---------- Data listing

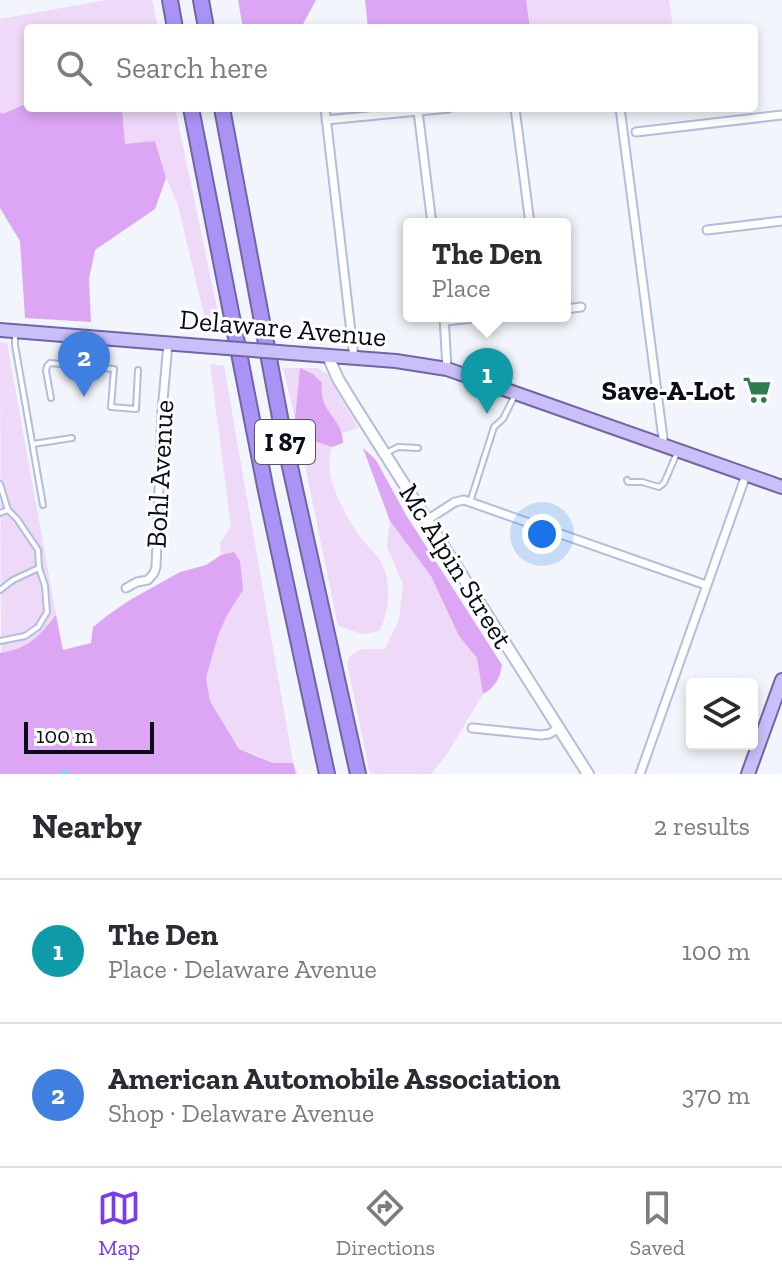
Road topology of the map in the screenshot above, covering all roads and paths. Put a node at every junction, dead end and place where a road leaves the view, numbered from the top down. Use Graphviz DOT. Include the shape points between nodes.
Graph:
graph roads {
  1 [pos="170,0"];
  2 [pos="201,0"];
  3 [pos="174,24"];
  4 [pos="205,24"];
  5 [pos="192,112"];
  6 [pos="223,112"];
  7 [pos="325,112"];
  8 [pos="408,112"];
  9 [pos="418,112"];
  10 [pos="516,112"];
  11 [pos="621,112"];
  12 [pos="782,115"];
  13 [pos="326,120"];
  14 [pos="636,132"];
  15 [pos="431,218"];
  16 [pos="529,218"];
  17 [pos="782,221"];
  18 [pos="707,230"];
  19 [pos="581,307"];
  20 [pos="571,308"];
  21 [pos="444,322"];
  22 [pos="0,330"];
  23 [pos="15,332"];
  24 [pos="90,337"];
  25 [pos="168,343"];
  26 [pos="328,356"];
  27 [pos="354,358"];
  28 [pos="82,365"];
  29 [pos="91,366"];
  30 [pos="447,369"];
  31 [pos="138,370"];
  32 [pos="516,393"];
  33 [pos="51,398"];
  34 [pos="72,438"];
  35 [pos="33,444"];
  36 [pos="664,446"];
  37 [pos="418,448"];
  38 [pos="678,451"];
  39 [pos="385,454"];
  40 [pos="746,475"];
  41 [pos="627,480"];
  42 [pos="0,484"];
  43 [pos="782,487"];
  44 [pos="470,502"];
  45 [pos="43,505"];
  46 [pos="8,510"];
  47 [pos="0,513"];
  48 [pos="427,520"];
  49 [pos="39,568"];
  50 [pos="706,585"];
  51 [pos="126,588"];
  52 [pos="0,590"];
  53 [pos="0,641"];
  54 [pos="782,680"];
  55 [pos="472,728"];
  56 [pos="559,728"];
  57 [pos="327,774"];
  58 [pos="358,774"];
  59 [pos="588,774"];
  60 [pos="640,774"];
  61 [pos="748,774"];
  1 -- 3 [label="highway"];
  2 -- 4 [label="highway"];
  5 -- 57 [label="highway, I 87"];
  6 -- 58 [label="highway, I 87" via="285,444"];
  7 -- 13 [label="street"];
  8 -- 13 [label="street"];
  9 -- 15 [label="street"];
  10 -- 16 [label="street"];
  11 -- 36 [label="street"];
  12 -- 14 [label="street"];
  13 -- 27 [label="street"];
  17 -- 18 [label="street"];
  19 -- 20 [label="street"];
  21 -- 30 [label="street"];
  22 -- 23 [label="main road, Delaware Avenue"];
  23 -- 24 [label="main road, Delaware Avenue"];
  23 -- 35 [label="lane"];
  24 -- 25 [label="main road, Delaware Avenue"];
  24 -- 28 [label="lane"];
  24 -- 29 [label="lane"];
  25 -- 26 [label="main road, Delaware Avenue, bridge"];
  25 -- 51 [label="street, Bohl Avenue" via="156,567 148,580"];
  26 -- 27 [label="main road, Delaware Avenue"];
  26 -- 39 [label="street, Mc Alpin Street"];
  27 -- 30 [label="main road, Delaware Avenue"];
  28 -- 29 [label="lane"];
  28 -- 33 [label="lane" via="47,366"];
  29 -- 31 [label="lane" via="114,369 111,407 136,409"];
  30 -- 32 [label="main road, Delaware Avenue"];
  32 -- 36 [label="main road, Delaware Avenue"];
  32 -- 44 [label="lane" via="494,427"];
  34 -- 35 [label="lane"];
  35 -- 45 [label="lane"];
  36 -- 38 [label="main road, Delaware Avenue"];
  37 -- 39 [label="lane" via="398,447"];
  38 -- 40 [label="main road, Delaware Avenue"];
  38 -- 41 [label="lane" via="659,487"];
  39 -- 48 [label="street, Mc Alpin Street"];
  40 -- 43 [label="main road, Delaware Avenue"];
  40 -- 50 [label="street"];
  42 -- 46 [label="lane"];
  44 -- 48 [label="street" via="455,502"];
  44 -- 50 [label="street"];
  46 -- 47 [label="lane"];
  46 -- 49 [label="lane" via="38,550"];
  48 -- 56 [label="street, Mc Alpin Street"];
  49 -- 52 [label="lane"];
  49 -- 53 [label="lane" via="47,612 25,636"];
  50 -- 60 [label="street"];
  54 -- 61 [label="main road"];
  55 -- 56 [label="street" via="541,735"];
  56 -- 59 [label="street, Mc Alpin Street"];
}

--------------------

== Problem requirements ==
Within the data above, how many lines contain the word "highway"? Write only the number.

== Reply ==
4